With this in mind, a DWA must have another design change. HTML can not be personalized (rendered dynamically via sever-side technologies) since the DWA would have no server to generate it. Instead, a Web App would use HTML and CSS to provide the structure, style and sensible default content and JavaScript to make XmlHttpRequests which would then personalize it. When “docked”, this same app would then make API requests to the local file system or database and receive data (Strings, XML, JSON, etc.) back which would be parsed and dealt with just as if it came from a remote server.

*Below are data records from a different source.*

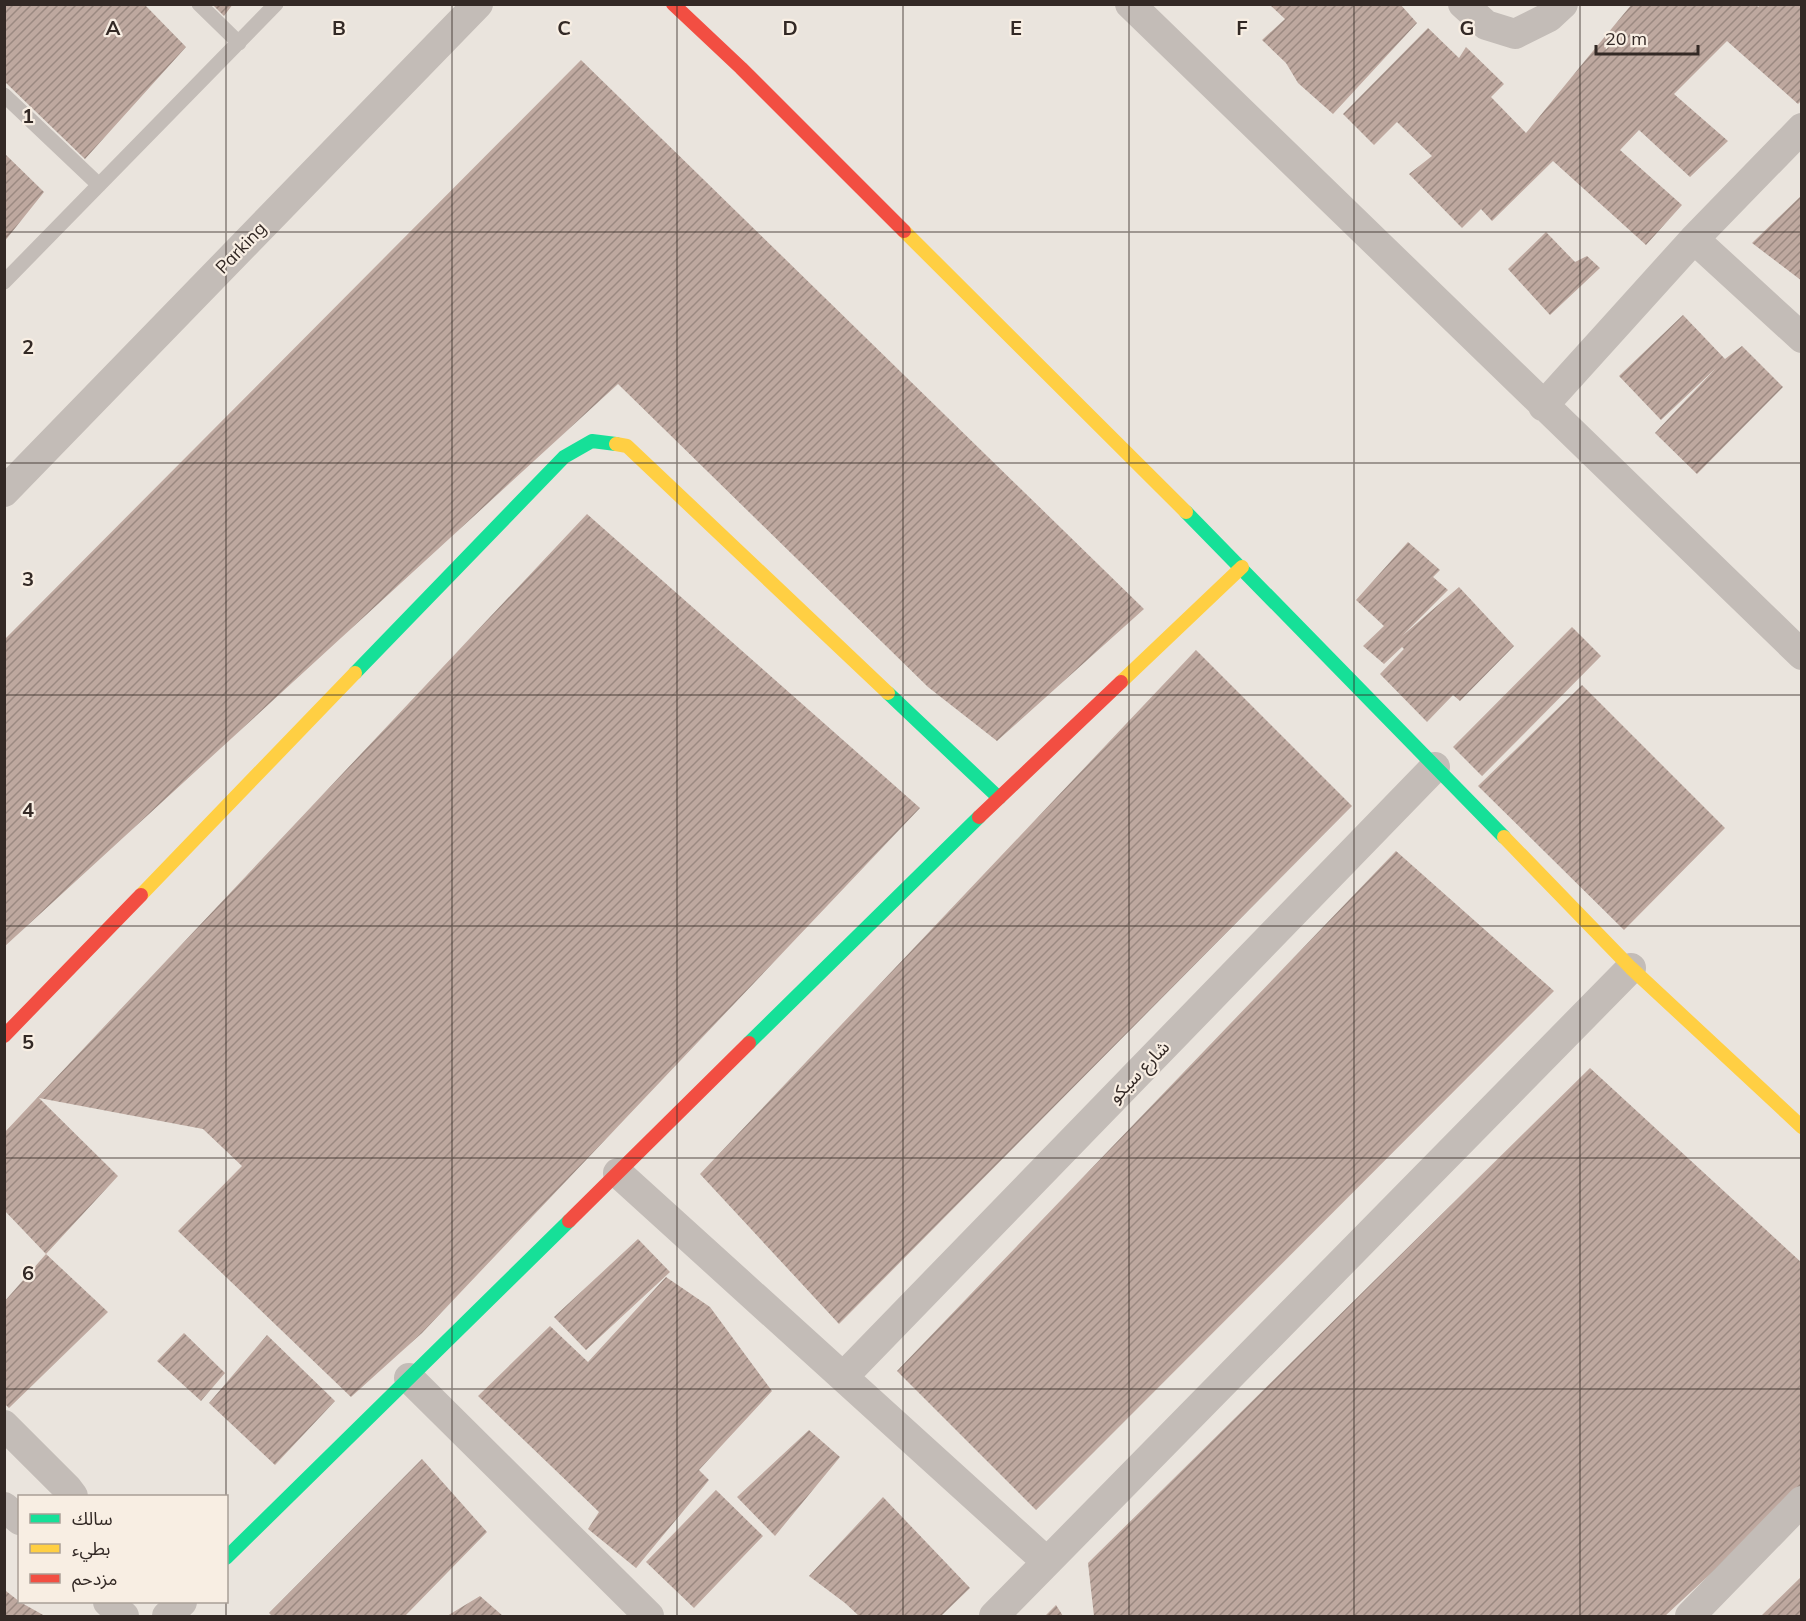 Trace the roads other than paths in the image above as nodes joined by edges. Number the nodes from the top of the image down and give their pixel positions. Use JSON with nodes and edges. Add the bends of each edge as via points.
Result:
{"nodes":[{"id":1,"x":199,"y":4,"type":"edge"},
{"id":2,"x":276,"y":4,"type":"edge"},
{"id":3,"x":478,"y":4,"type":"edge"},
{"id":4,"x":673,"y":4,"type":"edge"},
{"id":5,"x":1130,"y":4,"type":"edge"},
{"id":6,"x":1463,"y":4,"type":"edge"},
{"id":7,"x":1563,"y":4,"type":"edge"},
{"id":8,"x":238,"y":43,"type":"junction"},
{"id":9,"x":4,"y":95,"type":"edge"},
{"id":10,"x":1802,"y":128,"type":"edge"},
{"id":11,"x":99,"y":185,"type":"junction"},
{"id":12,"x":1694,"y":239,"type":"junction"},
{"id":13,"x":4,"y":282,"type":"edge"},
{"id":14,"x":1802,"y":338,"type":"edge"},
{"id":15,"x":1543,"y":405,"type":"junction"},
{"id":16,"x":4,"y":492,"type":"edge"},
{"id":17,"x":1242,"y":567,"type":"junction"},
{"id":18,"x":1802,"y":655,"type":"edge"},
{"id":19,"x":1435,"y":767,"type":"junction"},
{"id":20,"x":999,"y":798,"type":"junction"},
{"id":21,"x":1631,"y":968,"type":"junction"},
{"id":22,"x":4,"y":1036,"type":"edge"},
{"id":23,"x":1802,"y":1127,"type":"edge"},
{"id":24,"x":618,"y":1173,"type":"junction"},
{"id":25,"x":843,"y":1377,"type":"junction"},
{"id":26,"x":409,"y":1378,"type":"junction"},
{"id":27,"x":4,"y":1425,"type":"edge"},
{"id":28,"x":72,"y":1495,"type":"edge"},
{"id":29,"x":1802,"y":1501,"type":"edge"},
{"id":30,"x":4,"y":1507,"type":"edge"},
{"id":31,"x":18,"y":1518,"type":"edge"},
{"id":32,"x":228,"y":1556,"type":"edge"},
{"id":33,"x":1047,"y":1562,"type":"junction"},
{"id":34,"x":109,"y":1603,"type":"edge"},
{"id":35,"x":181,"y":1603,"type":"edge"},
{"id":36,"x":124,"y":1617,"type":"edge"},
{"id":37,"x":166,"y":1617,"type":"edge"},
{"id":38,"x":649,"y":1617,"type":"edge"},
{"id":39,"x":994,"y":1617,"type":"edge"},
{"id":40,"x":1690,"y":1617,"type":"edge"}],
"edges":[{"from":1,"to":8,"type":"lane"},
{"from":2,"to":8,"type":"lane"},
{"from":3,"to":16,"type":"street","name":"Parking"},
{"from":4,"to":17,"type":"street"},
{"from":5,"to":15,"type":"street"},
{"from":6,"to":7,"type":"street","via":[[1486,25],[1515,34],[1549,17]]},
{"from":8,"to":11,"type":"lane"},
{"from":9,"to":11,"type":"lane"},
{"from":10,"to":12,"type":"street"},
{"from":11,"to":13,"type":"lane"},
{"from":12,"to":14,"type":"street"},
{"from":12,"to":15,"type":"street"},
{"from":15,"to":18,"type":"street"},
{"from":17,"to":19,"type":"street"},
{"from":17,"to":20,"type":"street"},
{"from":19,"to":21,"type":"street"},
{"from":19,"to":25,"type":"street","name":"شارع سيكو"},
{"from":20,"to":22,"type":"street","via":[[627,446],[592,441],[564,457]]},
{"from":20,"to":24,"type":"street"},
{"from":21,"to":23,"type":"street"},
{"from":21,"to":33,"type":"street"},
{"from":24,"to":25,"type":"street"},
{"from":24,"to":26,"type":"street"},
{"from":25,"to":33,"type":"street"},
{"from":26,"to":32,"type":"street"},
{"from":26,"to":38,"type":"street"},
{"from":27,"to":28,"type":"street"},
{"from":29,"to":40,"type":"street"},
{"from":30,"to":31,"type":"street"},
{"from":33,"to":39,"type":"street"},
{"from":34,"to":36,"type":"street"},
{"from":35,"to":37,"type":"street"}]}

Lastly, the DWA must provide some initialization scripts to set-up the local environment. These would be JavaScript that use the Dock’s API to save files to certain locations, create directories, and create necessary tables in the database if required.

With data saved locally, the DWA must eventually synchronize its content to the remote server. To accomplish this, the Dock should provide an API to send and receive updates to its local content when it detects it is online. The frequency at which it pings the remote server ought to be configurable by the DWA. Also, at configurable intervals, the Dock can check with the remote server and download any updates to its resources: HTML, CSS, JavaScript, Images, etc.

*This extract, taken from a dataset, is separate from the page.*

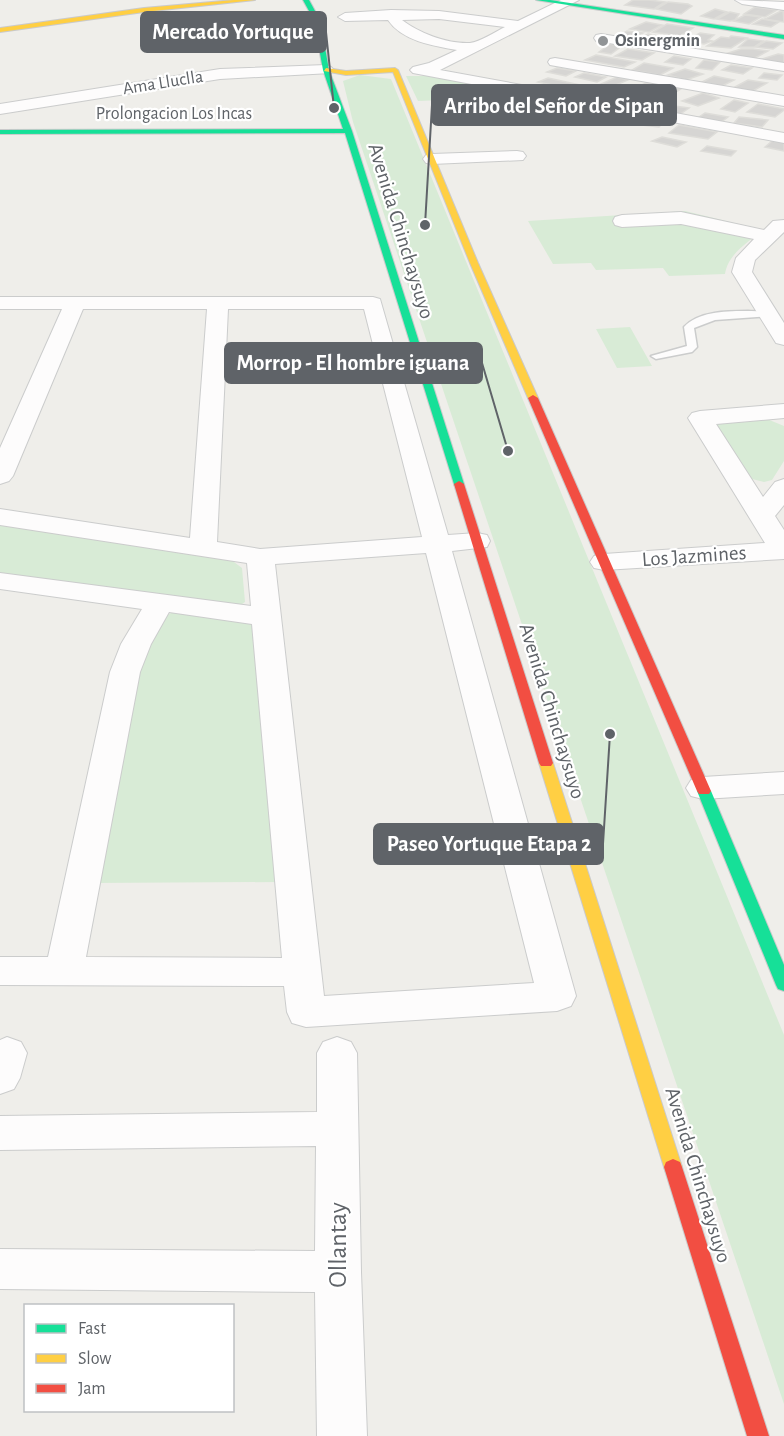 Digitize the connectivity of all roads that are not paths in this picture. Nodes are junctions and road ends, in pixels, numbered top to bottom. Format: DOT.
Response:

Additional Considerations:

  • Where are passwords/usernames stored to allow the Dock to send and receive data and updates?
  • What is the security model (should the DWA only be able to send and receive data with the source domain)?
  • Is a shared image directory of icons required? - No, since the Web App version would not have access to them.
  • Since it is possible to access a DWA and at the same use its online counterpart, how will conflicts in synchronization be resolved?
  • What happens to XmlHttpRequests when a DWA has access to the Internet? Are requests still routed locally then synced or is this bypassed?

Steps to a Prototype

What is the simplest possible way a working prototype could be made?
Keep the problem small and don’t try to solve all the details. That being said, since the Mozilla foundation is providing some needed “Dock” features in the Firefox 2.0 release. Namely, it comes with DOM Storage and Storage and the ability to build other applications based on the XUL Runner framework.

The “Dock” environment could be built as a simple XUL application and provide a convenient API to SQLite. It can also, hopefully provide the ability to save files to the file system.

A simple Firefox extension could be created to act as the DWA notifier. It would simply scan the currently viewed Web page and indicate if the web application is also a DWA (nothing complicated, just meta-tag indicating yes or no in the HTML page).

Does this sound like lunacy? Is it already being developed?

1 comment:

Anonymous said...

The good folks at the Mozilla foundation are working on a very promising application called WebRunner.